Cooke received three engineering degrees from NC State before embarking on a long career as a professor at Cornell University. He initially ended up at NC State because it was far more affordable than Davidson College, where he was also accepted. He initially lived in Bagwell Hall, where he found that a lot of other students had chosen to study at NC State. Too many, even.
“NC State’s admission policy is still to try to give access to people around the state, and they were at that point admitting large numbers of students with the full expectation they would be gone by Christmas,” he recalled.
So Cooke had a two roommates in a room designed for two people. “It was pretty miserable,” he said. “In engineering, triangles are very stable structures. But in human relations, triangles are not good. We got along okay, but it was not one of the best things to do.”
Cooke later lived in Turlington Hall, where his roommate became a lifelong friend.
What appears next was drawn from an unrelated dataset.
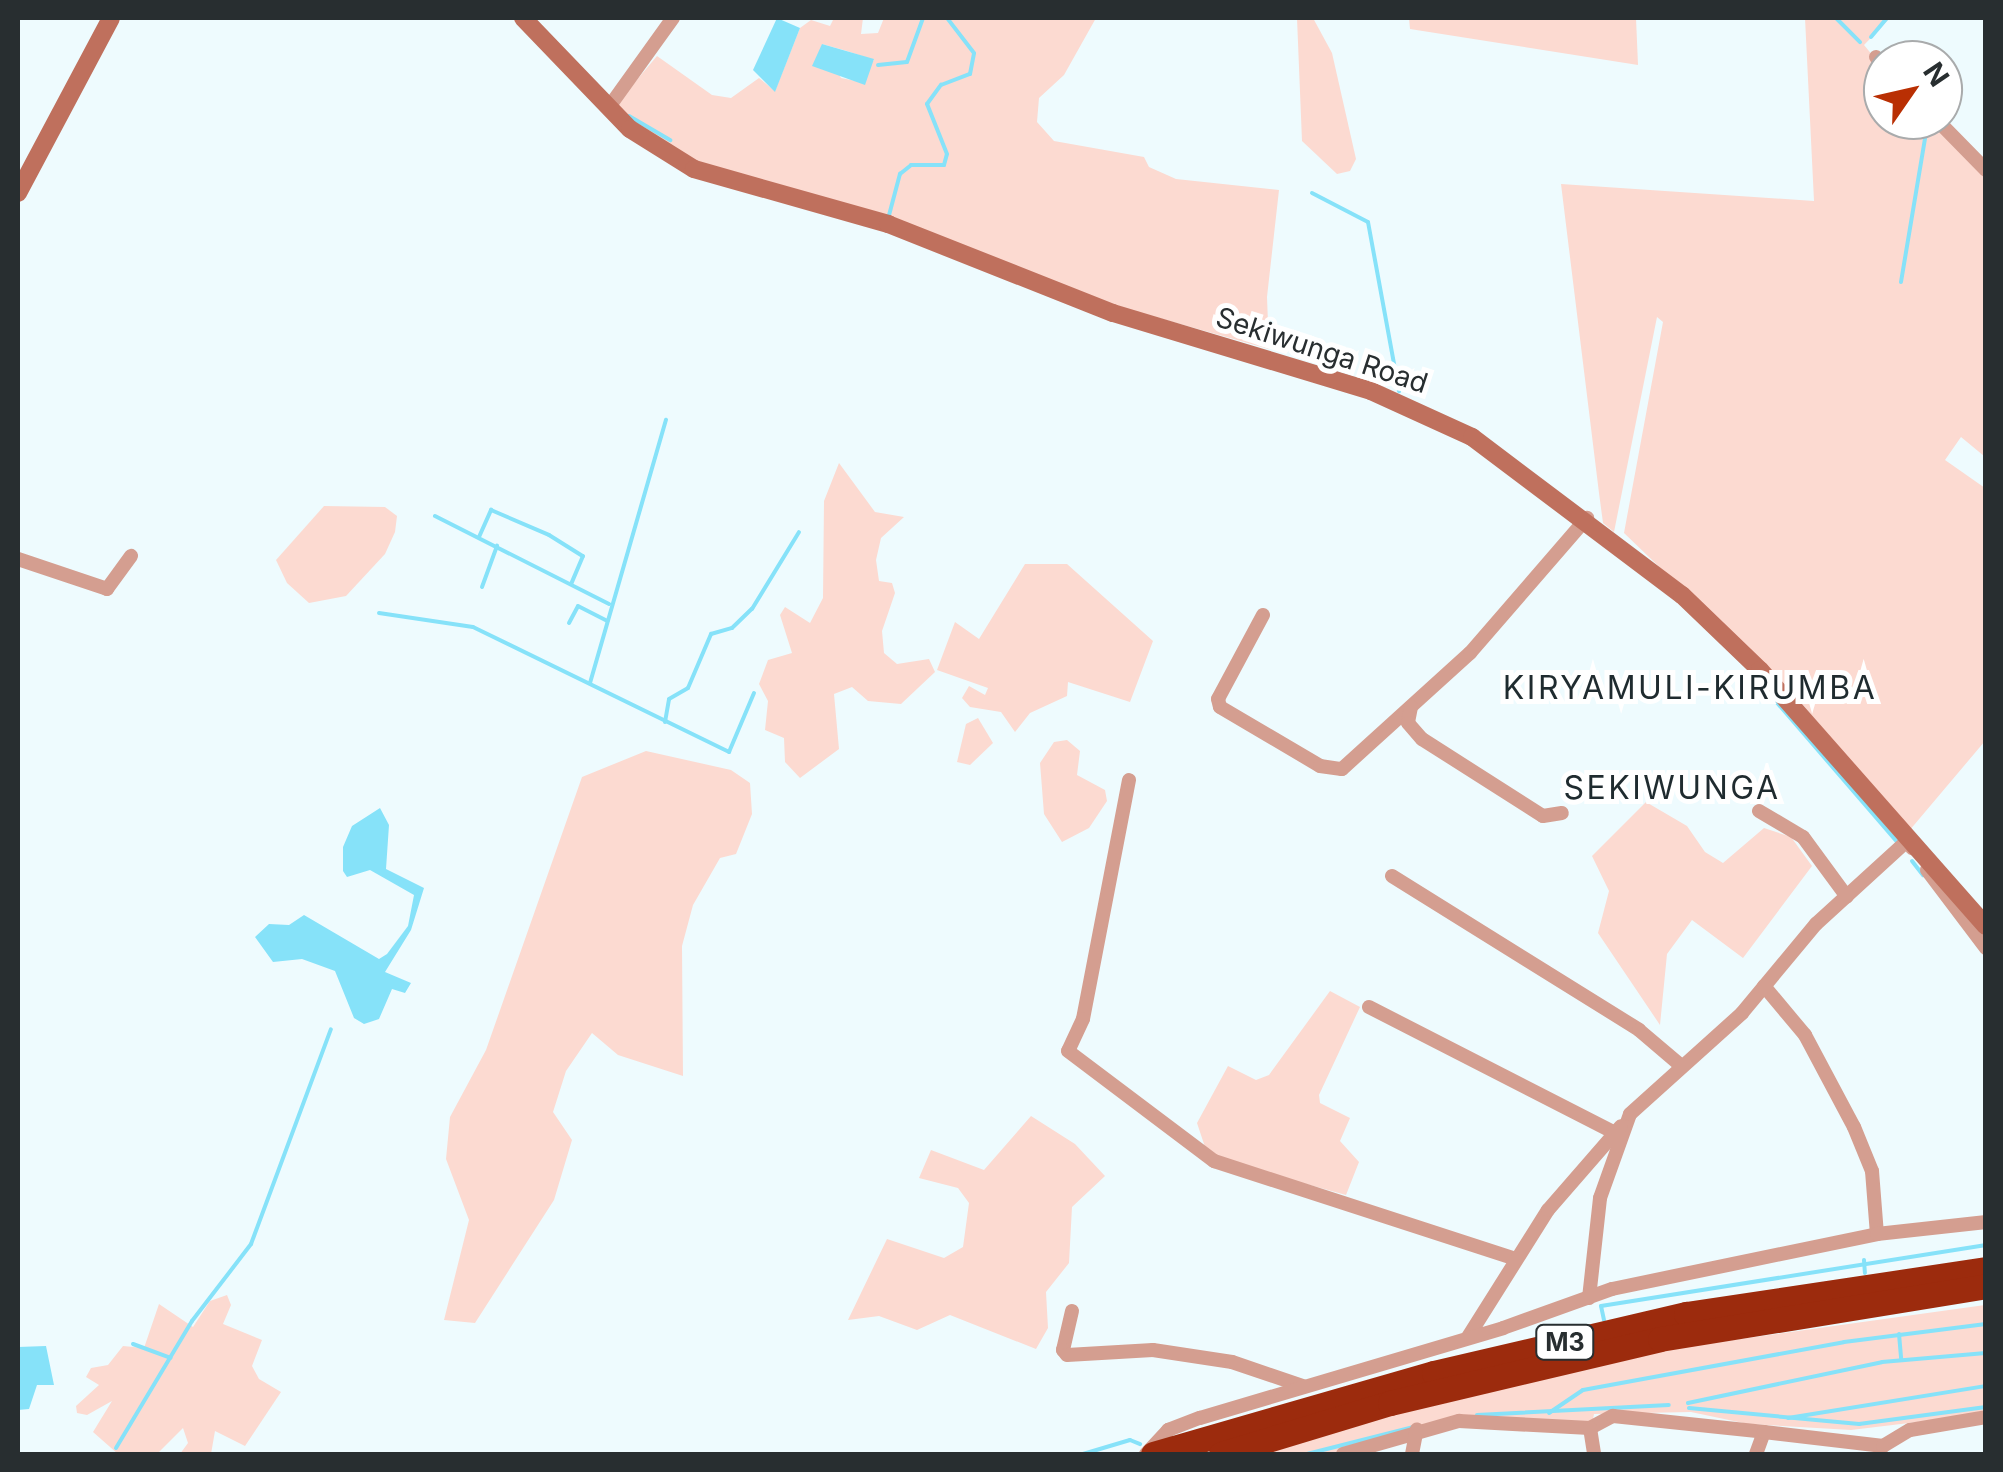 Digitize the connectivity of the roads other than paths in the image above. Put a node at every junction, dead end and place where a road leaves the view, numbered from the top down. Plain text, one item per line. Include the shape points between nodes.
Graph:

He was also one of the first students to live in Bragaw Hall when it opened.
Hunt helped Cooke when he decided, first, to run for student body vice president. “That was a big boost to my ego to have him,” Cooke said. The future governor bought Cooke some campaign buttons that Cooke was able to use again the next year, when he ran for president, by simply striking through the word “vice” with a marker.
As president, Cooke pushed for a more effective faculty advising system, a more elaborate library collection and for the establishment of on-campus housing for female students, according to the Student Leadership Initiative. He also worked with the Student Senate to encourage the university to invite the federal government to use NC State has a training school for President Kennedy’s new Peace Corps.
“I just enjoyed the give-and-take and the strategy and how to get things done,” Cooke said, “so it was good entertainment.”